2011年11月05日

宮部みゆき『三部作』(ぼんくら・日暮らし・おまえさん)

手練れだし、多分、上質の暇つぶしになるだろうとは思っていましたが……
『おまえさん』の平積みに食指が伸びましたね。

どうも「江戸市井もの」は、苦手だね、半村良のものも、私としては『鈴河岸物語』ぐらいで、
『どぶどろ』なんて、いくらファンでも、避けて通りたくなっちゃいます。

『ぼんくら』、『日暮らし』、あわせ6冊。まあ、読み応えはある。
でも、まず順序としては『ぼんくら』から、と、読み始めて、
「失敗した。面白くないとは言わないが、べとつかない周五郎モノなんて」って、
不埒な感想を持ってしまいました。

ところが、短編連作の、ミステリー仕掛けの「ちょいといいはなし」風に積み重ねて行く、
と思いきや、一つ一つがネタとなり、寄り道・伏線テンコ盛りで、良い塩梅の結末へと導いて行く。
さすが、宮部みゆき。これまた、拾い読みから一転、「ぼんくら」上下巻読了(笑)。

こういっちゃなんだけど、池波正太郎よりは上等でしたね。

平四郎は「若き日の」藤田まことか? その他の配役を考えるだけでも楽しめる。
しかし、藤田まことの代わりはなんとかなりそうだが、弓之助は?こいつは難問。

「暇をもてあましたら宮部みゆき」で、決まり!





posted by 風游 at 01:00| 沖縄 ☁| Comment(2) | TrackBack(0) | 小説 | このブログの読者になる | 更新情報をチェックする
この記事へのコメント
いやー、とうとうドラマ化!
そうか、岸谷五朗か、平四郎役は。
 「弓之助」役は難問、私は「濱田龍臣」ぐらいしか思い浮かばなかったが、美少年子役なら、いないわけはありませんね。ただ、原作が書き込むような「空前絶後の美少年」は、やはり「お話」の中ですかね。いえ、亜門君も悪くはありませんよ。

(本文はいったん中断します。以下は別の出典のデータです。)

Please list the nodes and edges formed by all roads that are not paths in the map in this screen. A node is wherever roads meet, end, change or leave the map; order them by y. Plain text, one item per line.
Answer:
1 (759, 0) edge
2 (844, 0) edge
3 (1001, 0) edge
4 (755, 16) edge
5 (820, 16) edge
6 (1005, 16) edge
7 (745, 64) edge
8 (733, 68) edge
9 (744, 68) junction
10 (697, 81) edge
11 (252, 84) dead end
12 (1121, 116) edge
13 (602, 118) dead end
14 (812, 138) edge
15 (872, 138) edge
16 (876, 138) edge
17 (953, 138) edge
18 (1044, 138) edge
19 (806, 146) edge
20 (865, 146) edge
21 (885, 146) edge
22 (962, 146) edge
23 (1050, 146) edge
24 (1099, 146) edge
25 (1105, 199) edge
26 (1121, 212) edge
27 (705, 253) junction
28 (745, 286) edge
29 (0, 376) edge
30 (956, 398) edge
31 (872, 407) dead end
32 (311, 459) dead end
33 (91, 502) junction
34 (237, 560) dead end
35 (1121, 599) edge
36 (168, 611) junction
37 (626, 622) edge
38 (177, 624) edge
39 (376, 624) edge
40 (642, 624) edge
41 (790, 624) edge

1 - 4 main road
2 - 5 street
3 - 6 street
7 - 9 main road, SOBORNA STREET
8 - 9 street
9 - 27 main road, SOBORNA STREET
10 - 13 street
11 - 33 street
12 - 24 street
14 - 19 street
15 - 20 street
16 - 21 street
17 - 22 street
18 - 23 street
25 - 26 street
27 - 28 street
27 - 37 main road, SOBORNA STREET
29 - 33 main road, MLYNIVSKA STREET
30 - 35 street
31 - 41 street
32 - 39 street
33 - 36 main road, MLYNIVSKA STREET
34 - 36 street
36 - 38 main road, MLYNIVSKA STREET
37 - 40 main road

 お徳が、老け役OKの松坂慶子で、佐吉が風間俊介。そして、政五郎が大杉漣と来れば、まあ、見なくちゃなんないなと思いましたね。奥貫薫も志賀廣太郎もいいですよ。
Posted by 風游 at 2014年11月13日 12:25
 TVドラマ化された「ぼんくら」を視ていたら、また原作を読みたくなり、「ぼんくら」から「日暮らし」へと進んだ。  前に(二十四節気の項だと思うが)、「お江戸日本橋」の唄をめぐる不定時法についてを書いたが、なんと宮部みゆきがさらっと不定時法に触れている。

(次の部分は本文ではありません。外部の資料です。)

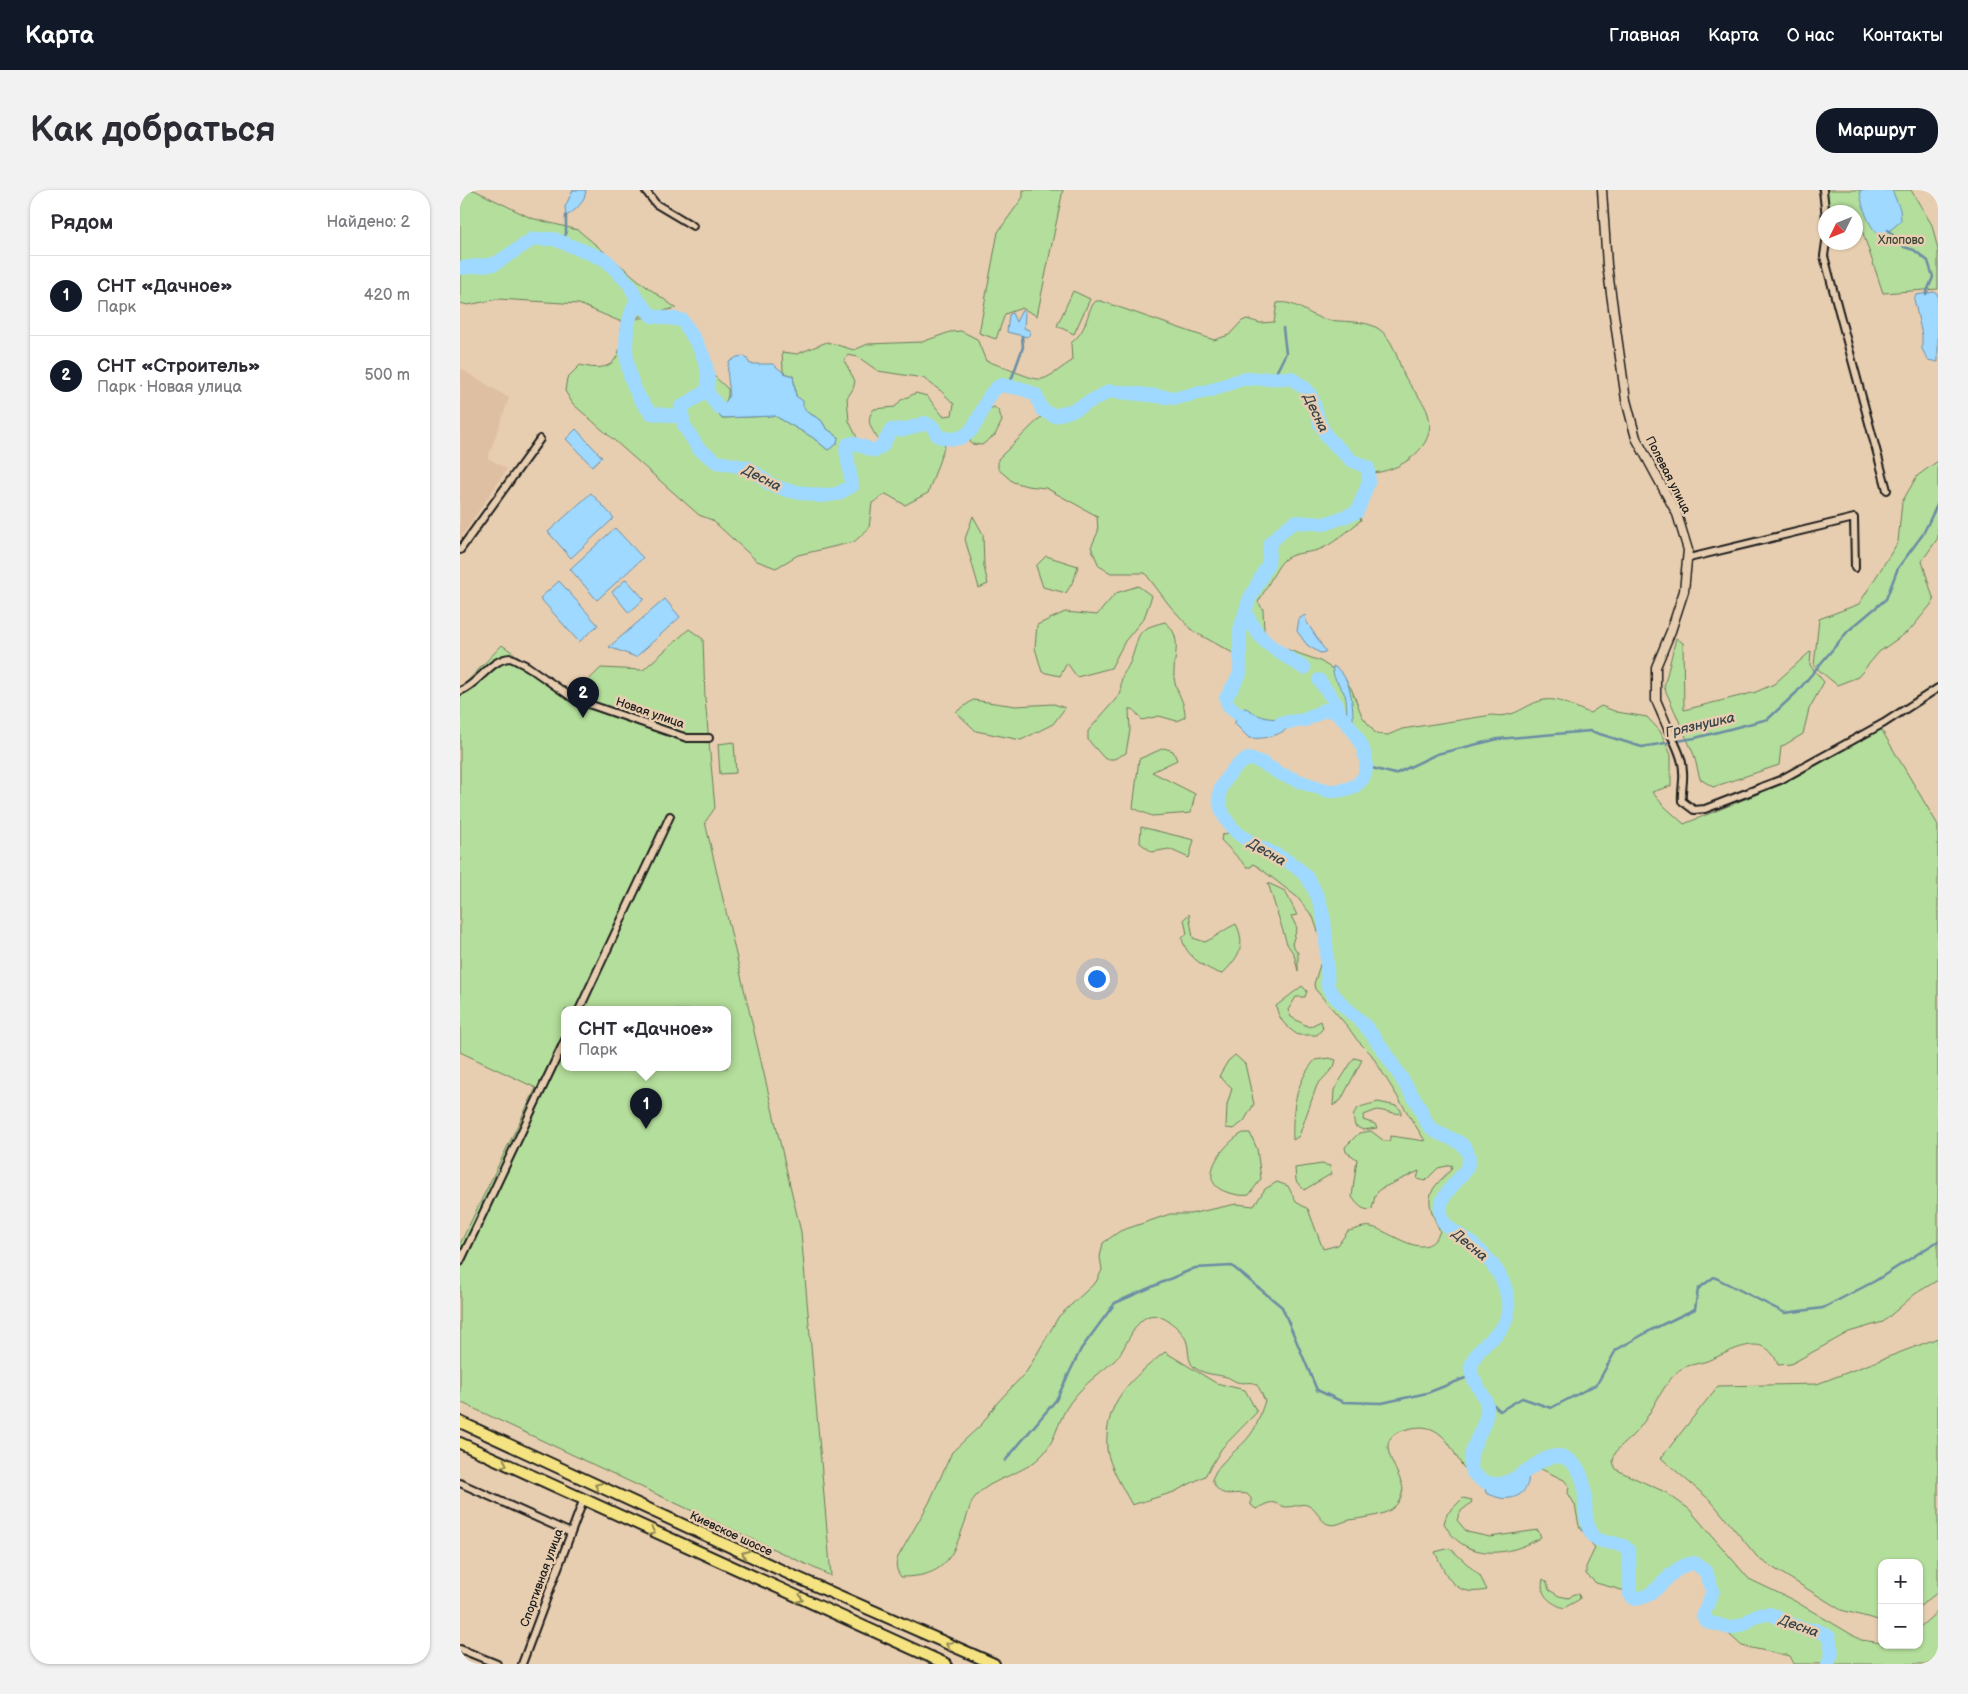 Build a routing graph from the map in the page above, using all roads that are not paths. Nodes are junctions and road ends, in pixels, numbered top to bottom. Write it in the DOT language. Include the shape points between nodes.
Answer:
graph roads {
  1 [pos="645,190"];
  2 [pos="1602,190"];
  3 [pos="1823,190"];
  4 [pos="1825,205"];
  5 [pos="693,226"];
  6 [pos="1825,250"];
  7 [pos="540,439"];
  8 [pos="1887,490"];
  9 [pos="460,550"];
  10 [pos="1688,558"];
  11 [pos="1855,568"];
  12 [pos="1938,688"];
  13 [pos="460,691"];
  14 [pos="1670,733"];
  15 [pos="709,738"];
  16 [pos="670,816"];
  17 [pos="581,1006"];
  18 [pos="561,1048"];
  19 [pos="460,1262"];
  20 [pos="460,1422"];
  21 [pos="460,1443"];
  22 [pos="460,1483"];
  23 [pos="583,1500"];
  24 [pos="571,1533"];
  25 [pos="460,1650"];
  26 [pos="497,1664"];
  27 [pos="522,1664"];
  28 [pos="946,1664"];
  29 [pos="994,1664"];
  1 -- 5 [label="street" via="656,204"];
  2 -- 10 [label="street, Полевая улица" via="1607,265 1626,400 1636,438 1677,514"];
  3 -- 4 [label="street"];
  6 -- 8 [label="street"];
  7 -- 9 [label="street"];
  10 -- 11 [label="street" via="1854,518"];
  10 -- 14 [label="street, Полевая улица" via="1684,591 1656,667 1656,700"];
  12 -- 14 [label="street" via="1884,723 1780,780 1705,809 1694,810 1682,801 1680,786 1684,773 1680,754"];
  13 -- 15 [label="street, Новая улица" via="475,683 499,661 511,658 574,699 687,738"];
  16 -- 17 [label="street"];
  18 -- 19 [label="street"];
  29 -- 20 [label="highway, Киевское шоссе, one-way"];
  21 -- 23 [label="highway, one-way"];
  22 -- 24 [label="street"];
  23 -- 24 [label="street, Спортивная улица"];
  23 -- 28 [label="highway, one-way"];
  24 -- 27 [label="street, Спортивная улица"];
  25 -- 26 [label="street"];
}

 枯れ葉もあと数日ですっかり散りきってしまうだろう。[つまり、晩秋である!]
 ・・・・・  「わかりました。明後日の朝ですね。暁七ツ(午前四時)ごろまでにお届けにあがります」
 ・・・・・  お徳は約束どおりの時刻に弁当を用意して、八丁堀に届けに来た。……夜明け前、あたりはまだ真っ暗だから、彦一は提灯でお徳の足元を照らしていた。
 ・・・・・  高輪の大木戸に差しかかったところで、夜が明けた。朝日がまぶしい。小平次は提灯を消し、畳んで荷に入れた。この季節ですと、高輪あたりで火を消せますと、昨日政五郎が言っていた。どんぴしゃりだ。